The Book of Joshua

11. The Leader's Memorial and his Glory.

Joshua 4:9, 14.

"Now that He ascended, what is it but that He also descended first into the lower parts of the earth? He that descended is the same also that ascended up far above all heavens, that He might fill all things. — Eph. 4:9-10.

Jehovah wrought "wonders" for Israel at the Jordan, both in the actual work performed, and in the hidden meaning of the work; hence in the type before us great things of God's mind are to be found.

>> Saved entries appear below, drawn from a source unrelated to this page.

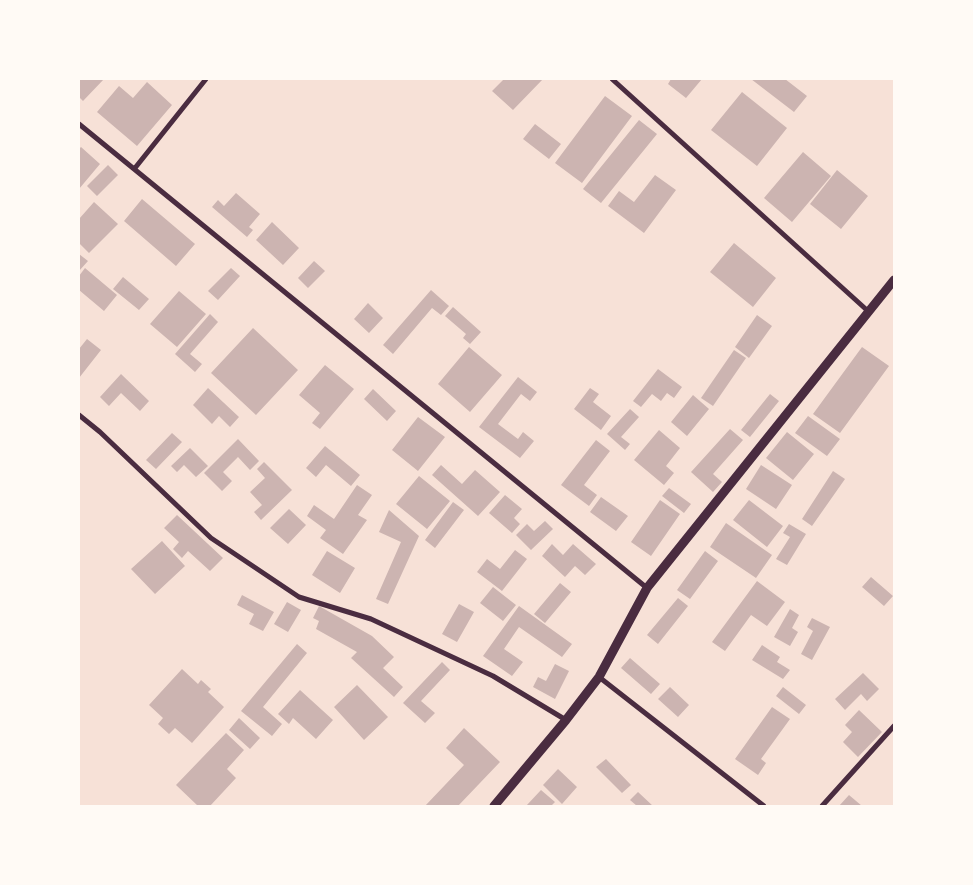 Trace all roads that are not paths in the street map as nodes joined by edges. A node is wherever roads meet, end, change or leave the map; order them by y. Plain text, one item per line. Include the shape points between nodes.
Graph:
1 (206, 79) edge
2 (612, 79) edge
3 (79, 124) edge
4 (135, 168) junction
5 (894, 280) edge
6 (869, 313) junction
7 (79, 415) edge
8 (647, 588) junction
9 (599, 677) junction
10 (566, 720) junction
11 (894, 726) edge
12 (494, 806) edge
13 (764, 806) edge
14 (822, 806) edge

1 - 4 street
2 - 6 street
3 - 4 street
4 - 8 street
5 - 6 street
6 - 8 street
7 - 10 street via 211,538 298,596 371,619 493,676
8 - 9 street
9 - 10 street
9 - 13 street
10 - 12 street
11 - 14 street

"And Joshua set up twelve stones in the midst of Jordan, in the place where the feet of the priests which bare the ark of the covenant stood, and they are there to this day." When the record was written, the swellings of Jordan had not swept away the leader's own memorial of the passage of the river's bed. Israel's memorial set up in Canaan was for all in the land of promise to see — "a memorial unto the children of Israel for ever." Joshua's, reared in the bed of the river, was for no eye to behold when the waters were at their flood; but none the less a memorial for the leader himself. In the river we may justly say, his deepest feelings would centre; there, where the priests stood, the whole burden of Israel's security was borne, and there the secret power of all Israel's blessing in entering Canaan lay.

Joshua in Canaan being a type of Christ, we have in this action a significant teaching. Our Lord never forgets the deep waters through which He passed — those sufferings in and unto death, by which He vanquished him that had the power of death — the devil — and by which He opened to His people their heavenly inheritance. From the throne on high He remembers the travail of His soul, His cross, its shame and agony. Jesus, whose work has brought the people of God into heavenly places, ever remembers the swellings of Jordan, the flood of deep waters where He, blessed be His Name, stood firm for us to bring us to His God and Father.

God's people are much occupied with their blessings, and indeed, of moral necessity, these must at first fill the heart; for until, by grace, it be known how the saints are blessed in the heavenly places in Christ, it is not possible to meditate upon the way our Lord has brought us into our blessings. Our stones of memorial tell us of Jordan's depths, and what Christ suffered for our sakes, and of our blessings; but let not His memorial be forgotten! His holy person in glory still bears the marks of the wounds of Calvary, and from heaven Jesus, speaking of His death, says to His people, "Remember Me."

The sacred memory of the place where His feet "stood firm" when the billows of God's wrath rolled over Him, should be present to the heart. True, He is no longer the sufferer, His sorrows are for ever passed, He is the ascended Son of Man, triumphant in His victory over death; but for ever shall memories of His death fill the hearts of His people — eternally shall it be said of the Lord's "stones of witness," "They are there unto this day."

Jehovah magnified Joshua by the passage of the Jordan, and thereby obtained for him the leadership in Israel's eyes. "On that day the Lord magnified Joshua in the sight of all Israel; and they feared him, as they feared Moses, all the days of his life."

The present exaltation and place of the Lord Jesus as Man is of His God and Father, and His glories and exaltation are the blessed answer to His sufferings and humiliation. "Now that He ascended, what is it but that He also descended first into the lower parts of the earth? He that descended is the same also that ascended up far above all heavens, that He might fill all things" (Eph. 4:9-10). The Lord Jesus, the Son of Man, who went down to the lowest depths, occupies the highest height in heaven; and there He bears in His person the solemn witness to Calvary. Because of His obedience unto death, even the death of the cross, God has highly exalted Him, and given Him a name which is above every name (Phil. 2). He has been raised from the dead by the glory of the Father, and God the Father has set Him at His own right hand in the heavenly places, far above all principality and power, might and dominion, and every name that is named, not only in this age but also in that which is to come (Eph. 1). As this exaltation of the Lord is apprehended, He becomes indeed the Leader to His people, and is magnified by them.

The Lord is not fully honoured by His people until His present glory be recognized. In the light of His present exaltation as a man, on the life side of death, His glory as the Lord who died is seen. He, the risen and ascended Christ, is the Firstborn from among the dead, the Head over all things, the Head of His body the church; and the more the heart apprehends Him thus, the more all that He did in dying for us is remembered.

The heavenly Leader is before His people in the teachings of the book before us. Even in earthly matters a leader's influence over his followers is proportionate to the honour in which they hold him. Now Christ is in heaven and in glory, and as His greatness and majesty, His strength and power, are apprehended by faith, a mighty influence is exercised over the souls, and lives of His people. His position in glory, His victory determine the blessing of the redeemed; the fulness of the blessing of the members is determined by the glory of the Head. His honour, and their blessing are not to be separated. Our heavenly position in Christ is exclusively of divine grace, but it is ours in Christ on high. Now indeed it is a subject for faith, but soon it will be displayed in glory, and that display will be seen to be to the honour of our exalted Saviour, Jesus Christ the Lord.